【发布时间】:2019-10-25 14:30:43
【问题描述】:
我启动了一个代码来抓取 Santander 网站。
抓取似乎有效,除了我得到错误的结果。而当我连续运行两次代码时,结果会发生变化。
如何让抓取更健壮,问题是当我运行代码并一一检查结果时,它似乎运行良好。
def hw_santander_scrape(Amount, Duration):
from selenium import webdriver
from selenium.webdriver.support.ui import WebDriverWait
from selenium.webdriver.support import expected_conditions as EC
chrome_options = webdriver.ChromeOptions()
chrome_options.add_argument('--headless')
chrome_options.add_argument('--no-sandbox')
chrome_options.add_argument('--disable-dev-shm-usage')
chrome_options.add_argument('--start-maximized')
chrome_options.add_argument('window-size=10000x5000')

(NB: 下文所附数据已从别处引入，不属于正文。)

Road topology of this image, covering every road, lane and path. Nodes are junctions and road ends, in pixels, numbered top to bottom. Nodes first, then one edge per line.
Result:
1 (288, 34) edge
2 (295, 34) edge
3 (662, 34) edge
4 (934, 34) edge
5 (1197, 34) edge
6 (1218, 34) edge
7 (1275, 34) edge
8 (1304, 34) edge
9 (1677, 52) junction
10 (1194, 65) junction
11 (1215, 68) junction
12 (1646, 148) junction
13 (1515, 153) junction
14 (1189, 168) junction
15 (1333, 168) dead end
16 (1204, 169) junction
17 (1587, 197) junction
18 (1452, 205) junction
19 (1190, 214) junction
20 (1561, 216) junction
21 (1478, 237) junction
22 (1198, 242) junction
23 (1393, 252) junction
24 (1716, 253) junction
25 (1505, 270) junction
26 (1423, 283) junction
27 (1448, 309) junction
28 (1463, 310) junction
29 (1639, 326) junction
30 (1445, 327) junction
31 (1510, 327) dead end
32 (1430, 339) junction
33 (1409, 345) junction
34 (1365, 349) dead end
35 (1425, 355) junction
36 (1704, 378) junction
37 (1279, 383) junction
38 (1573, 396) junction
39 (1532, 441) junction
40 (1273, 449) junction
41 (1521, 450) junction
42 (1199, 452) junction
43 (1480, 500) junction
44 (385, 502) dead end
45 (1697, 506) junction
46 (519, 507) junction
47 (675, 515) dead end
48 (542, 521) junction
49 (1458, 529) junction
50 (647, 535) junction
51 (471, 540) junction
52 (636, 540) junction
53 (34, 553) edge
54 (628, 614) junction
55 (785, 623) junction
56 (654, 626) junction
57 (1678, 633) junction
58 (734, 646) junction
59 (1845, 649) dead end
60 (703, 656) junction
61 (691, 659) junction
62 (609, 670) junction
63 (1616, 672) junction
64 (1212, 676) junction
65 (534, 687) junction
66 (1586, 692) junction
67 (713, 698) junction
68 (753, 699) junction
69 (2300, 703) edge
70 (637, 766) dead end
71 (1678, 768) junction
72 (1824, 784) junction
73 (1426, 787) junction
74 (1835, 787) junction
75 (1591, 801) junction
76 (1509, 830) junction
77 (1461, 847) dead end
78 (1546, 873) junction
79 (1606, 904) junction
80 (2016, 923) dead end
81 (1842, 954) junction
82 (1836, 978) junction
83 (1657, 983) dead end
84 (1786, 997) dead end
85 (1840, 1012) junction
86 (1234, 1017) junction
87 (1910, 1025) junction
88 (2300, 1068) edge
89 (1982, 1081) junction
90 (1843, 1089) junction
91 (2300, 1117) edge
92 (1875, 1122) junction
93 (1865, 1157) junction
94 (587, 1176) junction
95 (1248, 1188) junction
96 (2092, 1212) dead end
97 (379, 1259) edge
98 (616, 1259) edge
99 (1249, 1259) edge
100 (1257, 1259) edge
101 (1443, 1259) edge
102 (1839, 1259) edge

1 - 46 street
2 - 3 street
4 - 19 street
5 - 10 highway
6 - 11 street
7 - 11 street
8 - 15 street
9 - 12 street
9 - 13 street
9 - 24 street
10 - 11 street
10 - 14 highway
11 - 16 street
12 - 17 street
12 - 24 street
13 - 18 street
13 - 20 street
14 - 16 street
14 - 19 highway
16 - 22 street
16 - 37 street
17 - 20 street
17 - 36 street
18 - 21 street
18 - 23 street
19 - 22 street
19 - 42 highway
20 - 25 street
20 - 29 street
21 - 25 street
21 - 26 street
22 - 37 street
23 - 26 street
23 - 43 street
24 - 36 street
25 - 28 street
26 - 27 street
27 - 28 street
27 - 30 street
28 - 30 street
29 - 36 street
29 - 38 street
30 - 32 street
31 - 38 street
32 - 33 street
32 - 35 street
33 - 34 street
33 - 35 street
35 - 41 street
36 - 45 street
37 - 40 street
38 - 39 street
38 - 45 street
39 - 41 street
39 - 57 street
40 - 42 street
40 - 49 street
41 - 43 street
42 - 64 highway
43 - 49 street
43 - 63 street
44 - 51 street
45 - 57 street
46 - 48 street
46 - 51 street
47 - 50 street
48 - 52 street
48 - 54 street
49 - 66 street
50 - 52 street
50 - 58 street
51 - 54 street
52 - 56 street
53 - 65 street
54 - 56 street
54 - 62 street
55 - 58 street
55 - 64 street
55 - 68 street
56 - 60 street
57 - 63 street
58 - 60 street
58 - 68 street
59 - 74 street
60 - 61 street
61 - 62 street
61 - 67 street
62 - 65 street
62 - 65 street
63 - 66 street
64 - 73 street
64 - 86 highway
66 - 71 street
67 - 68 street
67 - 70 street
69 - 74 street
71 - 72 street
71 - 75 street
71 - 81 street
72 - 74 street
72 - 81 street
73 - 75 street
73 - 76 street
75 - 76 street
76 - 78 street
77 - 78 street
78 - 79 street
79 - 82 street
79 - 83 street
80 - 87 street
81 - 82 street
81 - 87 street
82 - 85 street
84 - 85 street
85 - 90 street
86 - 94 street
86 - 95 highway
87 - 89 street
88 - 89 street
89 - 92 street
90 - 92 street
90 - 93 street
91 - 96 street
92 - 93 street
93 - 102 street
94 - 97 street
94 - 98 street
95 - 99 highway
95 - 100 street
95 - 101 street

webdriver = webdriver.Chrome('chromedriver', chrome_options = chrome_options)
#
import time
maintenant = DT.now()
period = str(maintenant.day) + '_' + str(maintenant.month) + '_' + str(maintenant.year)
print('Start Scraping')
################################################ Santander###############################################
Santander = pd.DataFrame({
'Project': "reforma vivienda",
'Period': period,
'Monthly repayment': [0],
'TIN': [0],
'TAE': [0],
'Total repayment': [0],
'Initial amount': [0],
'Duration': [0]
})
project = pd.DataFrame({
'Project': "reforma vivienda",
'Period': period,
'Monthly repayment': [0],
'TIN': [0],
'TAE': [0],
'Total repayment': [0],
'Initial amount': [0],
'Duration': [0]
})
url = 'https://simuladores.bancosantander.es/SantanderES/loansimulatorweb.aspx?por=webpublica&prv=publico&m=300&cta=1&ls=0#/t0'
webdriver.get(url)
Max_amount = 90.000
Min_amount = 3.000
for i in range(len(Amount)):
Simulated_amount = Amount[i]
if Simulated_amount > Max_amount:
pass
elif Simulated_amount < Min_amount:
pass
else :
amount = WebDriverWait(webdriver, 10).until(EC.presence_of_element_located((By.CSS_SELECTOR, "#amount")))
amount.clear()
amount.send_keys("{:.3f}".format(Simulated_amount))
WebDriverWait(webdriver, 30).until(lambda webdriver: webdriver.execute_script('return jQuery.active') == 0)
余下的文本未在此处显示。